Социальный протест – это когда люди выступают в защиту или с требованием каких-то социальных прав. Какие социальные права требовали люди на Манежной площади? Никаких. Не было там и националистических лозунгов, только фашистские и черносотенные. Более того, назвать националистами людей, которые были на Манежной, значит очень им польстить. Национализм в России предполагает некое представление о том, что существует полиэтничная русская нация. А то, что происходило на Манежной, а потом на «Парке культуры» и «Киевской», можно сопоставить, скажем, с племенными волнениями в Кении или в Руанде, когда толпа, как правило, возбужденных алкоголем представителей одного племени идет бить таких же представителей другого племени. Никакого отношения к социальному протесту это не имеет. В лучшем случае можно говорить о некоторых проявлениях социального разрушения, когда общество начинает распадаться как таковое. Кстати, подобного рода явления ставят вопрос о том, насколько вообще в России возможен социальный протест. Такие вещи происходят там, где нет общества. Если у нас люди руководствуются племенными инстинктами, то они, следовательно, еще или уже не способны к каким-то социальным действиям. Поэтому тут можно зафиксировать, безусловно, разложение общества и социальный кризис, но социального протеста как раз и нет.
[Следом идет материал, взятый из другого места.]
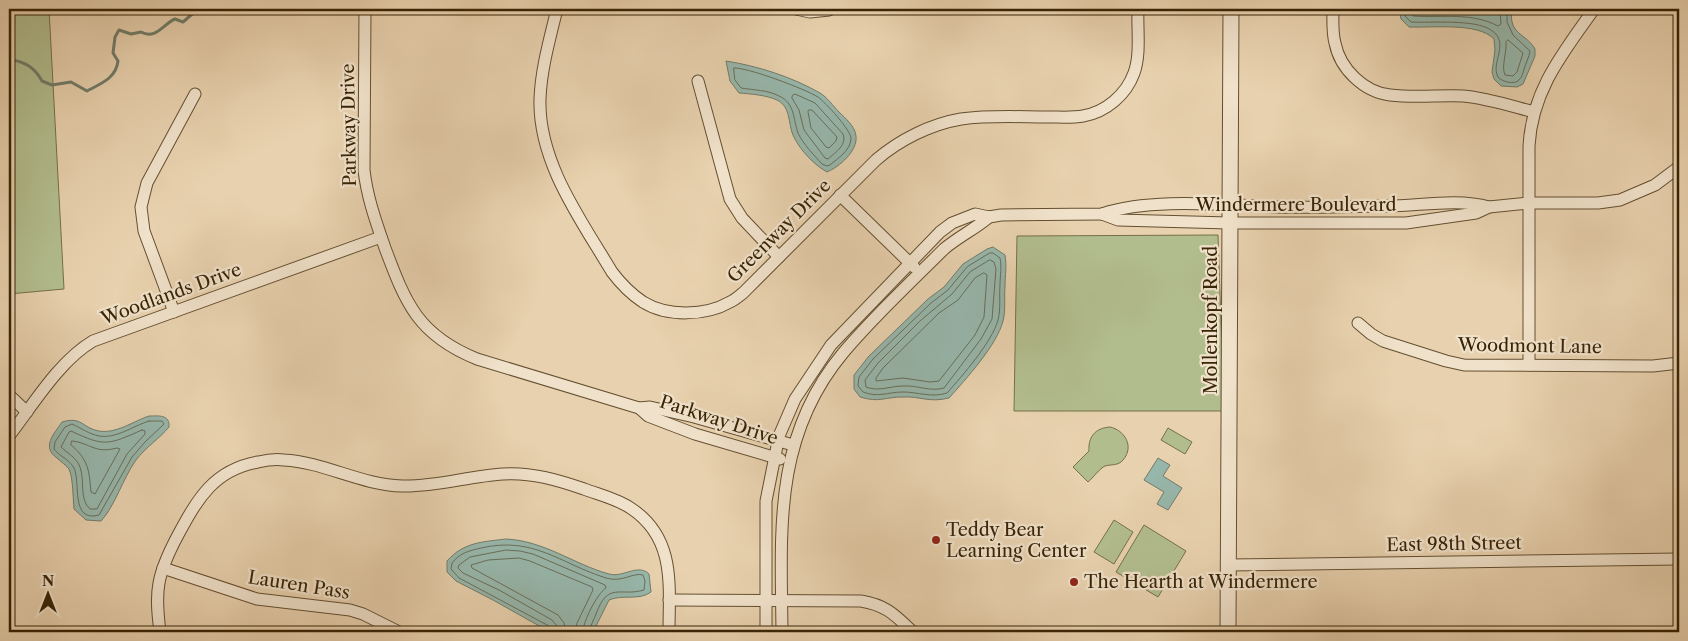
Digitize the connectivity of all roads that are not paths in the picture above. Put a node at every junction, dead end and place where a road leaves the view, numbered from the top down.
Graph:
1 (365, 9) edge
2 (557, 9) edge
3 (796, 9) edge
4 (1138, 9) edge
5 (1231, 9) edge
6 (1333, 9) edge
7 (1594, 9) edge
8 (829, 10) dead end
9 (698, 81) dead end
10 (195, 94) dead end
11 (1534, 112) junction
12 (1679, 167) edge
13 (840, 195) junction
14 (1529, 203) junction
15 (1230, 204) junction
16 (1489, 207) junction
17 (1102, 214) junction
18 (989, 217) junction
19 (1230, 223) junction
20 (381, 237) junction
21 (779, 257) junction
22 (909, 263) junction
23 (920, 273) junction
24 (174, 312) junction
25 (1358, 323) dead end
26 (1679, 363) edge
27 (1529, 365) junction
28 (9, 395) edge
29 (639, 408) junction
30 (27, 412) junction
31 (9, 436) edge
32 (778, 441) junction
33 (794, 445) junction
34 (774, 458) junction
35 (789, 461) junction
36 (1679, 559) edge
37 (1228, 565) junction
38 (163, 568) junction
39 (669, 600) junction
40 (766, 600) junction
41 (782, 600) junction
42 (160, 632) edge
43 (399, 632) edge
44 (669, 632) edge
45 (766, 632) edge
46 (782, 632) edge
47 (912, 632) edge
48 (1228, 632) edge

1 - 20 street, Parkway Drive
2 - 21 street, Greenway Drive
3 - 8 street
4 - 13 street, Greenway Drive
5 - 15 street, Mollenkopf Road
6 - 11 street
7 - 11 street
9 - 21 street
10 - 24 street
11 - 14 street
12 - 14 street, Windermere Boulevard
13 - 21 street, Greenway Drive
13 - 22 street
14 - 16 street, Windermere Boulevard
14 - 27 street
15 - 16 street, Windermere Boulevard
15 - 17 street, Windermere Boulevard
15 - 19 street, Mollenkopf Road
16 - 19 street, Windermere Boulevard
17 - 18 street, Windermere Boulevard
17 - 19 street, Windermere Boulevard
18 - 22 street, Windermere Boulevard
18 - 23 street
19 - 37 street, Mollenkopf Road
20 - 24 street, Woodlands Drive
20 - 29 street, Parkway Drive
22 - 23 street
22 - 32 street, Windermere Boulevard
23 - 33 street
24 - 30 street, Woodlands Drive
25 - 27 street, Woodmont Lane
26 - 27 street, Woodmont Lane
28 - 30 street
29 - 32 street, Parkway Drive
29 - 34 street, Parkway Drive
30 - 31 street, Woodlands Drive
32 - 33 street, Parkway Drive
32 - 34 street, Windermere Boulevard
33 - 35 street
34 - 35 street, Parkway Drive
34 - 40 street, Windermere Boulevard
35 - 41 street
36 - 37 street, East 98th Street
37 - 48 street, Mollenkopf Road
38 - 39 street
38 - 42 street
38 - 43 street, Lauren Pass
39 - 40 street
39 - 44 street
40 - 41 street
40 - 45 street, Windermere Boulevard
41 - 46 street
41 - 47 street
Наличие социальных протестов абсолютно не означает, что западное общество здоровое, но в России мы наблюдаем разложение. Вопрос в том, насколько глубоко это разложение зашло, но это мы выясним впоследствии. Потому что мы видим только симптомы и еще не можем в полной мере оценить, как далеко зашла болезнь. Но опять-таки нельзя говорить, что выступления и драки, в которых участвовало в общей сложности со всех сторон 10 тысяч человек, для 140-миллионной страны масштабный симптом. Он масштабен лишь тем, что это происходило у Кремлевской стены при полном попустительстве властей. Строго говоря, эти столкновения нельзя назвать массовыми. Только страна, которая отвыкла от массовой политики, может считать, что толпа в 5 тысяч человек – это масса. Во Франции вышло 3 миллиона человек на улицу – вот это массовый протест! В Англии на демонстрации студентов, которая закончилась столкновением с полицией, собралось 50–60 тысяч человек, объединенных определенными, более или менее внятными, лозунгами и целями. А в России массового движения нет, и говорить о массовости этих фашистских акций можно только на фоне полного отсутствия массовой политики как таковой.

На Манежной площади было меньше людей, чем на «Русском марше». То есть никакой массовой мобилизации и распространения этого движения нет. Есть попустительство, и есть стремление прессы обсуждать именно это. И в этом смысле СМИ предельно эффективны. Драки и столкновения успешны не потому, что они массовые, что они пользуются поддержкой или представляют широкие народные слои, а только потому, что пресса в точности выполняет то, что ей положено выполнять по существующему сценарию. То есть она начинает обсуждать именно эти события: что власть допускает на Манежной площади погром, что не применяются жесткие, четкие и эффективные меры, как, скажем, к другим оппозиционным группам. Это отчасти справедливо, поскольку вышедшие на Манежную площадь люди не являются оппозицией, они не противники режима. Поэтому к ним соответственно несколько по-другому относятся. Но это не имеет никакого отношения к каким-то глубинным процессам в обществе. И когда спрашивают, что делать, я отвечаю: жить дальше. Жить дальше в соответствии с реальной повесткой дня, которая связана с социальным кризисом, экономическим упадком, с деградацией материально-технической базы российской экономики и так далее. Вот реальные проблемы, которые есть и которые так или иначе придется решать.